Baseball statistician Allan Roth
Baseball statistician Allan Roth, United States Library of Congress (US Public Domain)

Since publishing his Historical Baseball Abstract in 1985, Bill James has written two dozen other books that zero in on particular baseball stats that other writers previously never considered putting together on paper. Crowned the present-day guru of baseball stats, James’ numbers are legendary: Sabermetrics, we call them today. He’s invented Runs Created, the Power-Speed Number on the offensive side of things, and Range Factor for defensive skills, to name a few. For several years now, Oakland A’s GM Billy Bean has been integrating the James-style configurations into his own operation and it’s worked. We know it as Moneyball: a book and a movie.

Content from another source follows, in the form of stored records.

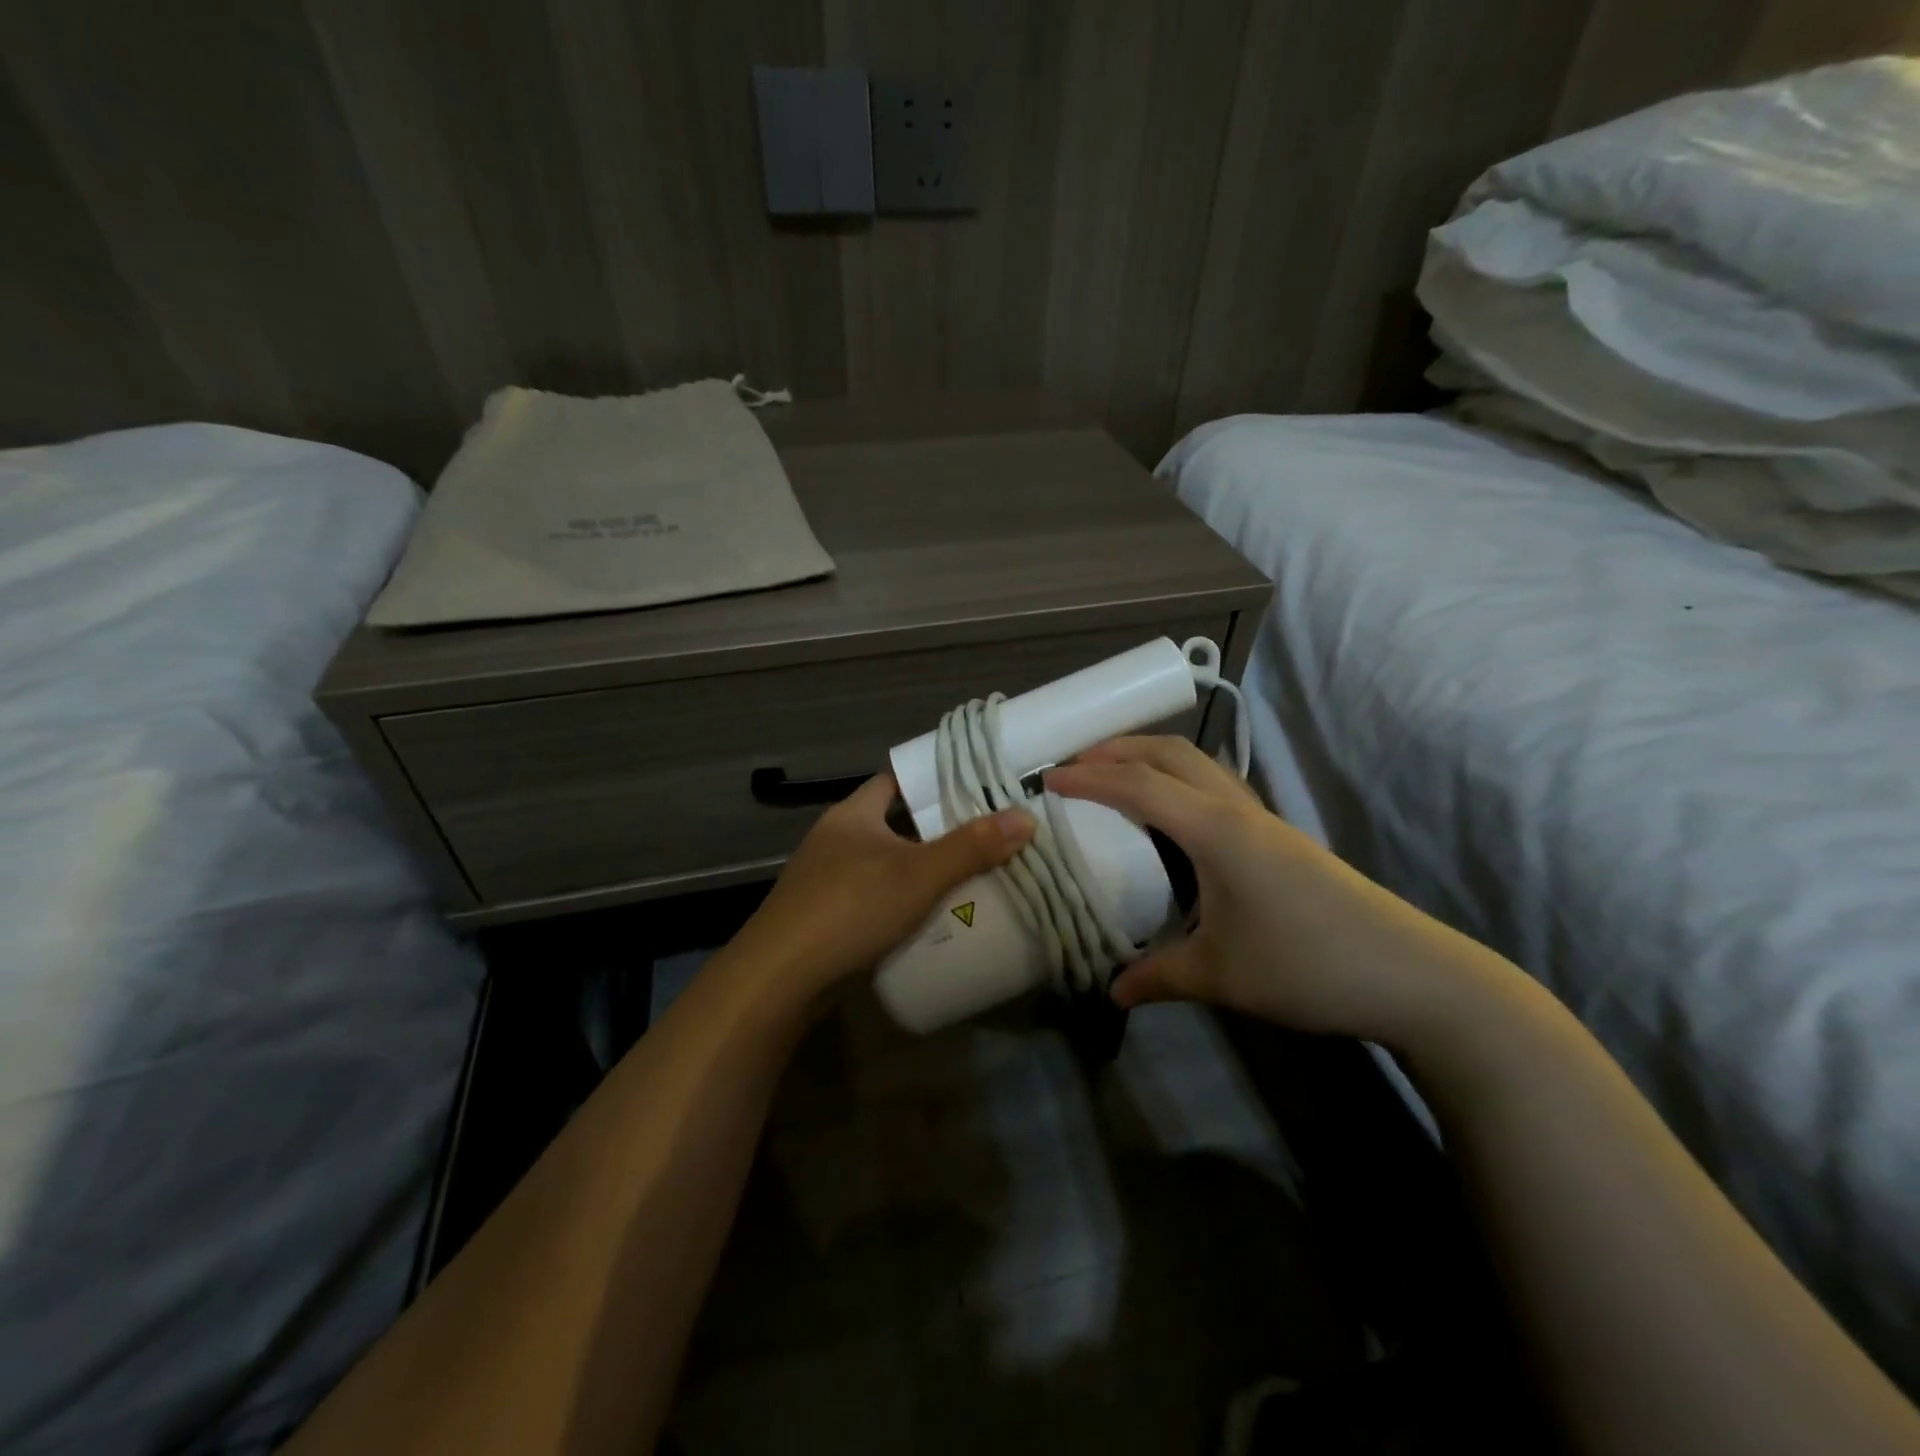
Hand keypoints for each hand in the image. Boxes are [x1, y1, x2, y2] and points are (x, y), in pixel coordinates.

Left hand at [731, 772, 1035, 1005]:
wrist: (779, 979)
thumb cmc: (850, 908)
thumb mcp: (918, 874)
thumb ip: (972, 847)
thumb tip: (1026, 817)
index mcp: (852, 814)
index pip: (895, 781)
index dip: (932, 780)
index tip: (974, 786)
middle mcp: (836, 839)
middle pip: (895, 824)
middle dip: (936, 831)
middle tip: (986, 835)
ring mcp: (827, 880)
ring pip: (885, 864)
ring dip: (920, 870)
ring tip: (970, 874)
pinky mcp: (826, 918)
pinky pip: (875, 898)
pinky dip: (902, 902)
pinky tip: (931, 917)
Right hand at [1045, 737, 1491, 1044]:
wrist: (1413, 976)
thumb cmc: (1306, 966)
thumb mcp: (1219, 976)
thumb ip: (1157, 976)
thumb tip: (1111, 990)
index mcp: (1215, 830)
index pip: (1138, 786)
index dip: (1088, 778)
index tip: (1046, 779)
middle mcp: (1238, 810)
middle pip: (1172, 753)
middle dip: (1119, 747)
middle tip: (1076, 763)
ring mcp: (1265, 821)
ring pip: (1199, 766)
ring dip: (1152, 759)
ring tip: (1115, 777)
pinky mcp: (1281, 839)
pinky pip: (1216, 789)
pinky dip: (1178, 783)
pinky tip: (1170, 819)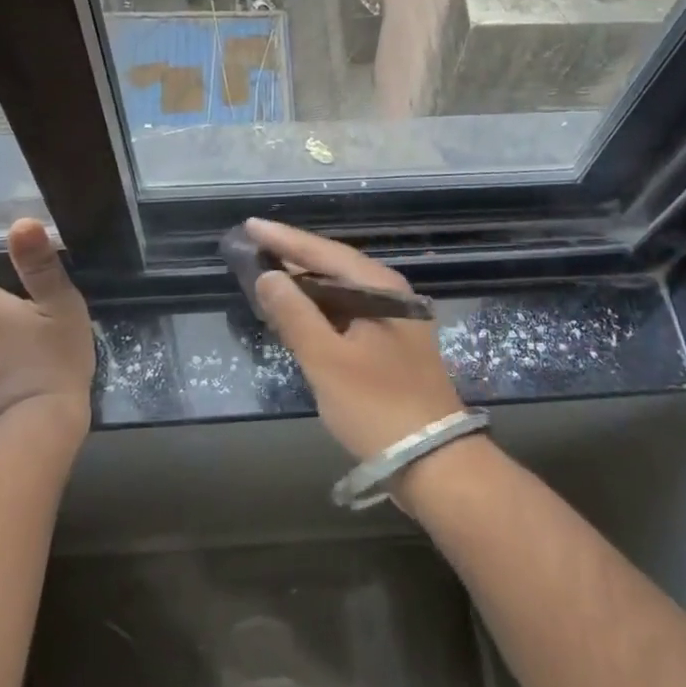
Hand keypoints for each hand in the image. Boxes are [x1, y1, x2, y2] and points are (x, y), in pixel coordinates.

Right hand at [245, 218, 463, 463]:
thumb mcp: (327, 360)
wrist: (434, 462)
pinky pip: (347, 314)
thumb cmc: (377, 405)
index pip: (324, 252)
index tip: (250, 225)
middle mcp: (390, 295)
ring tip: (267, 276)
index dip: (285, 239)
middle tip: (254, 248)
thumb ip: (295, 314)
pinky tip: (298, 316)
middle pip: (334, 267)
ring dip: (305, 285)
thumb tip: (267, 275)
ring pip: (340, 292)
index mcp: (380, 288)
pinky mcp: (389, 348)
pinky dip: (319, 311)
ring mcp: (393, 322)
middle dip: (293, 258)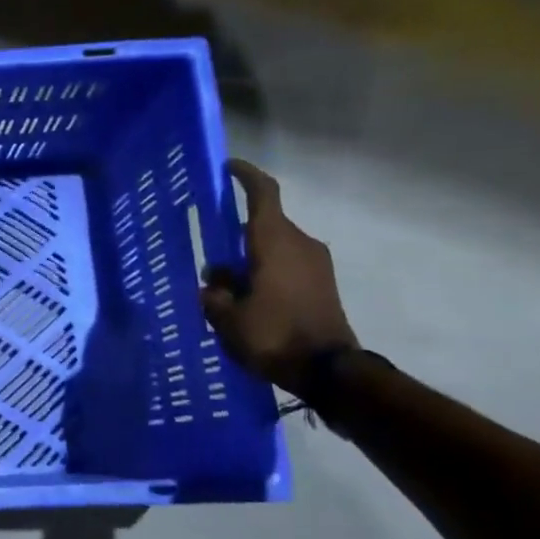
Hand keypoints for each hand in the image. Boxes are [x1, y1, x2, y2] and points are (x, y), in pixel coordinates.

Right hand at [200, 160, 356, 396]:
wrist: (329, 371)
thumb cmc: (272, 335)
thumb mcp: (227, 317)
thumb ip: (214, 293)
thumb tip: (213, 281)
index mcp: (274, 242)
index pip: (263, 194)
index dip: (245, 176)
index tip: (228, 168)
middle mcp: (299, 244)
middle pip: (263, 225)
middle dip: (235, 237)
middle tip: (210, 259)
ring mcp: (316, 264)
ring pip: (274, 248)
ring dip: (250, 259)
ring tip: (224, 288)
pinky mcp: (323, 285)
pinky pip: (287, 266)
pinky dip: (266, 273)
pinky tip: (247, 300)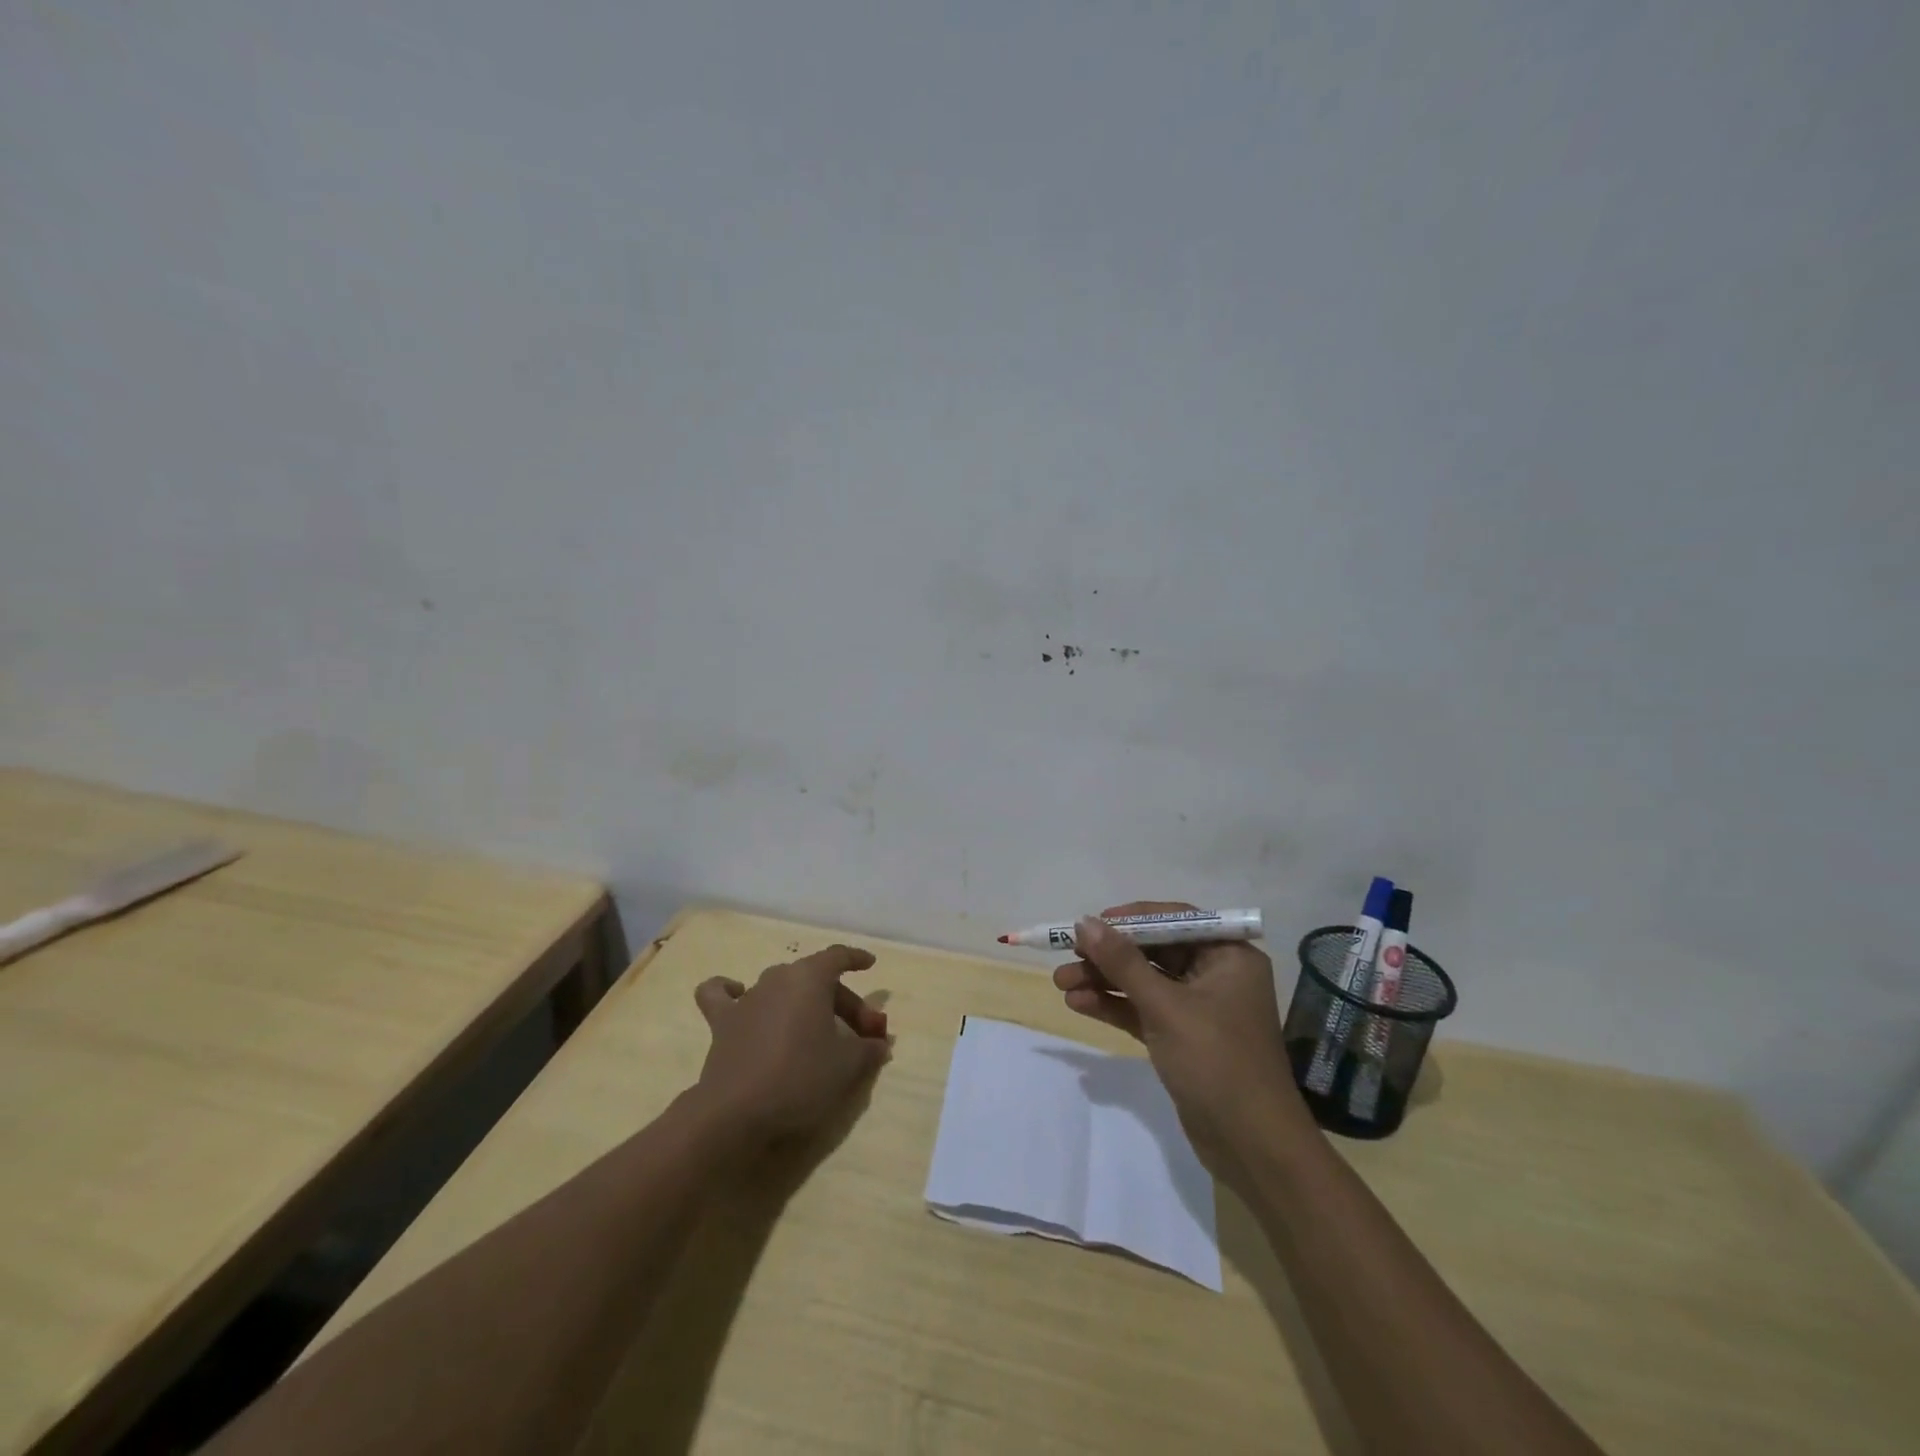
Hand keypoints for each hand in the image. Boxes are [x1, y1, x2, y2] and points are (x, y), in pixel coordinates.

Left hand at [692, 944, 890, 1143]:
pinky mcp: (722, 1024)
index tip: (870, 964)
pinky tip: (740, 997)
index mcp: (809, 977)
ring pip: (781, 988)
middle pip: (816, 979)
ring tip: (817, 1031)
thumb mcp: (848, 1065)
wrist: (736, 1113)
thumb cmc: (801, 1078)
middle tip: (862, 1035)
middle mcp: (777, 978)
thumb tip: (879, 1044)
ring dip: (804, 1004)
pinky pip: (722, 996)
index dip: (856, 958)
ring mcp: (747, 999)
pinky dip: (730, 991)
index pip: (837, 956)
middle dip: (844, 1003)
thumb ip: (869, 1049)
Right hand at [1053, 901, 1304, 1174]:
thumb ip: (1123, 962)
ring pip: (1143, 982)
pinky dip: (1114, 1006)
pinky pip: (1143, 1010)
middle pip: (1153, 951)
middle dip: (1109, 955)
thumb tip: (1084, 922)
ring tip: (1061, 983)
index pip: (1174, 920)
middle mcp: (1215, 974)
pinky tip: (1078, 1004)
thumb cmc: (1217, 1062)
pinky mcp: (1182, 1038)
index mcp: (1228, 956)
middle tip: (1066, 955)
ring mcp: (1198, 1008)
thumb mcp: (1166, 1006)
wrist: (1253, 1147)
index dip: (1130, 919)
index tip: (1089, 923)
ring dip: (1104, 981)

But who was James influenced by? By his own admission: Allan Roth.  “He was the guy who began it all,” James said.

Born to a Jewish family in Montreal, Quebec in 1917, Abraham “Allan” Roth grew up a huge sports fan: hockey and baseball, especially baseball. As a teenager, he compiled his own stats in his spare time on his hometown Montreal Royals, the top minor league affiliate of the Brooklyn Dodgers. For a short time, he worked for the National Hockey League as the league’s official statistician, before being drafted during World War II into the Canadian Army in early 1942. Discharged in 1944, he wrote sports articles for the Montreal Standard and plugged away part-time compiling hockey stats for the Montreal Canadiens.

Dodger manager  Charlie Dressen
1952 Bowman card of Dodger manager Charlie Dressen, who didn't care for Roth's stats (US Public Domain)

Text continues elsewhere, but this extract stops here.